Johnson has entrusted playmakers Jonny Wilkinson and Toby Flood, plus No. 8 Nick Easter to be resourceful enough to spearhead a change of approach if France take control of the match at Eden Park, saying even “the best plan doesn’t always survive first contact with the enemy.”
Having picked all four locks in his 22-man squad and with five forwards on England’s bench, Johnson is anticipating a heavy collision with France, and not just of playing styles, but Flood, Wilkinson and Easter have been tasked with providing the guile to go with the grunt.
“We never know how it’s going to play out,” Johnson said yesterday. “We pick our team, we try and feel how they’re going to play, what we want to do, but we know we have to adapt on the field. Obviously with Nick at eight and Jonny at 10 and Toby at 12, there are some good guys there who have been in situations and we’ll need to think on our feet at some point. If we get under pressure at the lineout and scrum, in trouble with the referee — all the variables that can happen — we need to be able to roll with them and find a way to win.”
England have already demonstrated plenty of resilience at this and previous World Cups, rallying from a halftime deficit seven times to win in the 24-year history of the tournament — including twice this year, against Argentina and Scotland.
England have also given away the most penalties so far at this year’s event (47), yet they only conceded one try in the pool stage — through Georgia’s and Dimitri Basilaia in his team’s 41-10 loss on Sept. 18 — equaling a record low set by eventual champions Australia in 1999.
“It is certainly a confidence-builder for the squad that you know when you are behind you can close things out,” England captain Lewis Moody said. “We have done that twice in this tournament so far. To know that we can come back no matter the score or the time on the clock is a big confidence boost.”
France are surely sick of the sight of Wilkinson, who scored all but five points as England beat them in the semi-finals of the 2003 and 2007 World Cups. The flyhalf’s Test total of 159 points against France is also the most by any player against the two-time finalists.
Wilkinson and Flood have only played together in seven previous internationals, the last of which was against Wales in last year’s Six Nations. France have come up against them previously as a playmaking duo, losing 23-14 to England in Paris in 2008.
That relatively new combination, and the center pairing of Flood and No. 13 Manu Tuilagi, promises to offer France just as many opportunities to attack.
That all depends on the rugby enigma that is France.

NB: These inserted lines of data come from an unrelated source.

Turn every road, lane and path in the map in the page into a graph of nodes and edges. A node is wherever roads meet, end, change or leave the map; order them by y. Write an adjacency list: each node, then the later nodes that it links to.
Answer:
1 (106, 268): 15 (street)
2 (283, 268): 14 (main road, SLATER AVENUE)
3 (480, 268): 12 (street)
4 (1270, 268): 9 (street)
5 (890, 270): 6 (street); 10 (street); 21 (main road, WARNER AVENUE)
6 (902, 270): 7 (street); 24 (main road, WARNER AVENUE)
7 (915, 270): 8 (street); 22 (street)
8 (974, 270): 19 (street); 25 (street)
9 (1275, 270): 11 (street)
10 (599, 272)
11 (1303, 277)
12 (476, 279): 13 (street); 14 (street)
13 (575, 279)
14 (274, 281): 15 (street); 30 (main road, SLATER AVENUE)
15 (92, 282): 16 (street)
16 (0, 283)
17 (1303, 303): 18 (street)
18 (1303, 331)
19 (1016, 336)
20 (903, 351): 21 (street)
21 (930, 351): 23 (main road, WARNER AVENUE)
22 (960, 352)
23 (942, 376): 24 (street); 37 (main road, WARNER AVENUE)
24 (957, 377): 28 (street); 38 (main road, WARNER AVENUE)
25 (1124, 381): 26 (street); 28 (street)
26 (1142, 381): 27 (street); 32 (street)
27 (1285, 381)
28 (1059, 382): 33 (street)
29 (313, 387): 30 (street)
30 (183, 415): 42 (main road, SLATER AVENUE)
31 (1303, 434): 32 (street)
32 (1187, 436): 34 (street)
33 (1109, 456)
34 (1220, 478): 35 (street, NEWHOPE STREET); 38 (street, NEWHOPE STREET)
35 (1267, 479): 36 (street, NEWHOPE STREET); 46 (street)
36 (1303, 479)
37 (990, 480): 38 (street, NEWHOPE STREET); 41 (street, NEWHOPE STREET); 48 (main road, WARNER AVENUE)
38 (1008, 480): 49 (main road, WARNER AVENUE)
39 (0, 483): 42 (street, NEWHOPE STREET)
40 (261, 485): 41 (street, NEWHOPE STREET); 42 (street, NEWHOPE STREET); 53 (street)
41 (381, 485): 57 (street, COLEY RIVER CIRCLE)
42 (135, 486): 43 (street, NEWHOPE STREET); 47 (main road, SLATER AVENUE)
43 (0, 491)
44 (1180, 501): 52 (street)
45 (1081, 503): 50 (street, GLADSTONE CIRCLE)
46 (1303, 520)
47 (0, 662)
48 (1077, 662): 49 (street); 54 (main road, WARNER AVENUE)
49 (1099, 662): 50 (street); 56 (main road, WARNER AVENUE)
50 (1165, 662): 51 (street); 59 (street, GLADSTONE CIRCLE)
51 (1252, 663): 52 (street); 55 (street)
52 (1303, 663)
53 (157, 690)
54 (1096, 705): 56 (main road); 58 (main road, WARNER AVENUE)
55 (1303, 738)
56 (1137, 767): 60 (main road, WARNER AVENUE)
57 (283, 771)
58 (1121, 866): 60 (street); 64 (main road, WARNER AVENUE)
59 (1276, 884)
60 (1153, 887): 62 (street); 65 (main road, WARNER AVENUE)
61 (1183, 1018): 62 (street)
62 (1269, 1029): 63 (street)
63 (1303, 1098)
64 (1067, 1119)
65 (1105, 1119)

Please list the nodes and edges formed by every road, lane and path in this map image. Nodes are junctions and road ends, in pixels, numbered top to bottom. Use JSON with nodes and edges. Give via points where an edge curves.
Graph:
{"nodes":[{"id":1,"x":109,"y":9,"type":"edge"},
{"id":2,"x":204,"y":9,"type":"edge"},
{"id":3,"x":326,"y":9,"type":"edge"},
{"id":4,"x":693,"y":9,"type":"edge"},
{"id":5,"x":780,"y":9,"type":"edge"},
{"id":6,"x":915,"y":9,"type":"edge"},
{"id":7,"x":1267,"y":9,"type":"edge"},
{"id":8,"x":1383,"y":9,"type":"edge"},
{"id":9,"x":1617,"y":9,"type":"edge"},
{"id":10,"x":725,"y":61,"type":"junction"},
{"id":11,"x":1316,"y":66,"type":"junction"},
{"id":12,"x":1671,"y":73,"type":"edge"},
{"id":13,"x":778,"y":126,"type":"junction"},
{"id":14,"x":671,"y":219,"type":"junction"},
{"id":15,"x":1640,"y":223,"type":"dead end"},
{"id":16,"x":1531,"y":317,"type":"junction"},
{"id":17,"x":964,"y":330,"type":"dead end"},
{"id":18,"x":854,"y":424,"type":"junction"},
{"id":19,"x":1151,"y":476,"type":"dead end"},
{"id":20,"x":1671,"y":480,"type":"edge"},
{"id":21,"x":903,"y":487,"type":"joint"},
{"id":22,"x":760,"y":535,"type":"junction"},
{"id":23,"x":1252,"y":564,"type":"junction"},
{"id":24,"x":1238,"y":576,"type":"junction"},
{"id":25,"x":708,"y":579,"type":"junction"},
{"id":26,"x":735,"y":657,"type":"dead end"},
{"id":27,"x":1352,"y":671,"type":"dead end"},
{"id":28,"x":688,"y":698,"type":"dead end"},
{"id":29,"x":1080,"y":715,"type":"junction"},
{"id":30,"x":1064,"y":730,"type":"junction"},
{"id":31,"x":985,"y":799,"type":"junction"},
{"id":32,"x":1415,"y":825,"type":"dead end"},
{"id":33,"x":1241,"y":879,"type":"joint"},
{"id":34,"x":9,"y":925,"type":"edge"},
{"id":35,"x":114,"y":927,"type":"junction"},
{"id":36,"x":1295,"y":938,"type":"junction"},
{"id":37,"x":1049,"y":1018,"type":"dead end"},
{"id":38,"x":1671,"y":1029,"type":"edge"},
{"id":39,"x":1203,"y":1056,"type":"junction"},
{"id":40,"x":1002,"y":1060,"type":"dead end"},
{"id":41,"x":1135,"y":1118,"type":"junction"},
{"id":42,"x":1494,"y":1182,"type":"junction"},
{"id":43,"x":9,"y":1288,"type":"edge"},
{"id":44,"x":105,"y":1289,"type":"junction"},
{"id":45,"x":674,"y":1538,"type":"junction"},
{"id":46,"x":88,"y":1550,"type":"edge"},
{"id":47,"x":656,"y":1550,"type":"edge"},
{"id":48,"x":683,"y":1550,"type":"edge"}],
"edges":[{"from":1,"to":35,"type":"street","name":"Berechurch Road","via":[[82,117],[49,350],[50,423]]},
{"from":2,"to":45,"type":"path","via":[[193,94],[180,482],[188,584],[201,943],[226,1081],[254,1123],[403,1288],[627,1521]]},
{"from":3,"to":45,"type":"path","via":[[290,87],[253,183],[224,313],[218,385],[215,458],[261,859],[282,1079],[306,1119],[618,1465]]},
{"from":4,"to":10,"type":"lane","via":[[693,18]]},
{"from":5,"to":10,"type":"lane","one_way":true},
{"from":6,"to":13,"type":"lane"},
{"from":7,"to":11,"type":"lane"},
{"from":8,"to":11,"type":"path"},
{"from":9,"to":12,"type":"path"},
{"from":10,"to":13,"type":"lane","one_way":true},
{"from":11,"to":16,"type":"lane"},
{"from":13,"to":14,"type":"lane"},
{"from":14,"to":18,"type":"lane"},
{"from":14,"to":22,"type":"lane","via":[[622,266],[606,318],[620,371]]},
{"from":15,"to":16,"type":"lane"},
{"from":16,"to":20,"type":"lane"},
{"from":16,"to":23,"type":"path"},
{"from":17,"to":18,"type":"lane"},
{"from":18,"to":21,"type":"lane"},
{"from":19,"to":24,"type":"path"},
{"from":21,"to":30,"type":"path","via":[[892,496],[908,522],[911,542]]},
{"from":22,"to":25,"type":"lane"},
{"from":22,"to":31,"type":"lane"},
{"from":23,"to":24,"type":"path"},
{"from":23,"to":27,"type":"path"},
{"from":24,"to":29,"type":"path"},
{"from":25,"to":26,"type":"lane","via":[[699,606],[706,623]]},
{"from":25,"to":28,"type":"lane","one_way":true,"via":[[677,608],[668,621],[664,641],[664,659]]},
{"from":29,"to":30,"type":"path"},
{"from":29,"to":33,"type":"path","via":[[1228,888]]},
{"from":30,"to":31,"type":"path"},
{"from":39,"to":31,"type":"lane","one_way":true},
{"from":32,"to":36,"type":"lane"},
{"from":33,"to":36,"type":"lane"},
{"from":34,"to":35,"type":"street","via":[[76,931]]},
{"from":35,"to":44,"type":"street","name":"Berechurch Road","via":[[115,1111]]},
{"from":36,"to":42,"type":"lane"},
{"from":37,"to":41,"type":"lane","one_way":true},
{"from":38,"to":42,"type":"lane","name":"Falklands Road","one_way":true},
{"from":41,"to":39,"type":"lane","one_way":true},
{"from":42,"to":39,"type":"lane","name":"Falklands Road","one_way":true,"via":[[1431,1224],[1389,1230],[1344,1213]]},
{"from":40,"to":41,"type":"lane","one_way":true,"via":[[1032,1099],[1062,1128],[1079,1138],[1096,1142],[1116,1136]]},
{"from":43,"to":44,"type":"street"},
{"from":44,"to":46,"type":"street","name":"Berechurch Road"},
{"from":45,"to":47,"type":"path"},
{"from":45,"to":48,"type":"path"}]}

“They are different to the English. Their personality as a side is different,” Johnson said. “We know they can underperform, but we know they can produce games that are almost unstoppable, as we’ve seen in World Cups. They do have a wider range of performance levels. We’ve just got to try and take the game out of their hands. If you’re dominating territory, dominating possession, it doesn’t matter what they can do because we’ll have the ball. It’s about execution at this point. It’s about how well you do, what you do and how long you do it for.”